**** EXTRACTED RECORDS

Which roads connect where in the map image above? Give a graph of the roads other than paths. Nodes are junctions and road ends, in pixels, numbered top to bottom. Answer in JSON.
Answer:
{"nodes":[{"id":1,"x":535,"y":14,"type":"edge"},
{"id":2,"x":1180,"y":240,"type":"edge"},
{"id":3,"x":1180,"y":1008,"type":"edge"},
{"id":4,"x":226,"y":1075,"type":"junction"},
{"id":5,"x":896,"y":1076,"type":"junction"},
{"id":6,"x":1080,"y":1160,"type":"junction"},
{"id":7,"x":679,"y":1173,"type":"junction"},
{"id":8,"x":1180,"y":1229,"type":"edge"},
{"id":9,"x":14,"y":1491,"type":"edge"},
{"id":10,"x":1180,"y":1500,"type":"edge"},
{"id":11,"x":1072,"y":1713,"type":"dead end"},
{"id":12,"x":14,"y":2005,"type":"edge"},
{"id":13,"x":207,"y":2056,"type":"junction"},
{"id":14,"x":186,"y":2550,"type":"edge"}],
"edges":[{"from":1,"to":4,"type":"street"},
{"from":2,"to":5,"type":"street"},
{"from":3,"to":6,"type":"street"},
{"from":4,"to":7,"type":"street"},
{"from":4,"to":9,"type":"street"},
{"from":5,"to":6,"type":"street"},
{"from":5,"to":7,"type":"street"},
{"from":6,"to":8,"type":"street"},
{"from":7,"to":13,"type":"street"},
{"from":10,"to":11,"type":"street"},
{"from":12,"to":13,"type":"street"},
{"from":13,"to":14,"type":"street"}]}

********
**** EXTRACTED RECORDS

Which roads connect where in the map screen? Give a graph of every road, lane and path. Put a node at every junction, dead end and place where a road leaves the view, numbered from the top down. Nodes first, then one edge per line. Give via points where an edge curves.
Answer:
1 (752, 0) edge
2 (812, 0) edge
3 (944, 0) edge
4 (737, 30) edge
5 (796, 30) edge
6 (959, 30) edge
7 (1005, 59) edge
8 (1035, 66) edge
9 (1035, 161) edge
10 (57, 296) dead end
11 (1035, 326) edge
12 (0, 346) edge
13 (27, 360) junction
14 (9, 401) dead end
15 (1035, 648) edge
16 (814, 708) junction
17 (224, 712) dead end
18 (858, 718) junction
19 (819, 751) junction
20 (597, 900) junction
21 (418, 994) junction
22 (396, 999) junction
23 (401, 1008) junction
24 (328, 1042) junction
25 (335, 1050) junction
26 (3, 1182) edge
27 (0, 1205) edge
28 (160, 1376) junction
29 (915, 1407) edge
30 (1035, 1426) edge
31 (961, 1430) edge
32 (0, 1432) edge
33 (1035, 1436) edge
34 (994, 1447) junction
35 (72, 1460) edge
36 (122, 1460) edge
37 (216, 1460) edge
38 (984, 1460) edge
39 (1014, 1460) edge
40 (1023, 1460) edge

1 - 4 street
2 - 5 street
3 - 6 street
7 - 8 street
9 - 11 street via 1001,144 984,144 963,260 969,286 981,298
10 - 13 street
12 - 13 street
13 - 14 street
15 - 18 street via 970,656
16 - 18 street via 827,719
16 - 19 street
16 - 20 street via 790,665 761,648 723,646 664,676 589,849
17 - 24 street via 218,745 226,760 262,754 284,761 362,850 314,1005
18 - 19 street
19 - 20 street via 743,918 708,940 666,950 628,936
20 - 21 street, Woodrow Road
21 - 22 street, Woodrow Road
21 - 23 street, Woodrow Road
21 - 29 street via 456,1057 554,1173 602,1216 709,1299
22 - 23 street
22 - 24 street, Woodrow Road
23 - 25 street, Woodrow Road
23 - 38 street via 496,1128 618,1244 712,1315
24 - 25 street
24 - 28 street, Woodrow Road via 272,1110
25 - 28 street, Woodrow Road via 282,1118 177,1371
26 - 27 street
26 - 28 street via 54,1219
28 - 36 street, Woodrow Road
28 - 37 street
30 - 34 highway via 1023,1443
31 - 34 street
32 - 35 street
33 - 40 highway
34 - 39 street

********

* REQUIRED WORK
Write out every line of the preceding listing that contains "where".

* EXPECTED OUTPUT
Which roads connect where in the map image above? Give a graph of the roads other than paths. Nodes are junctions and road ends, in pixels, numbered top to bottom. Answer in JSON.
Which roads connect where in the map screen? Give a graph of every road, lane and path. Put a node at every junction, dead end and place where a road leaves the view, numbered from the top down. Nodes first, then one edge per line. Give via points where an edge curves.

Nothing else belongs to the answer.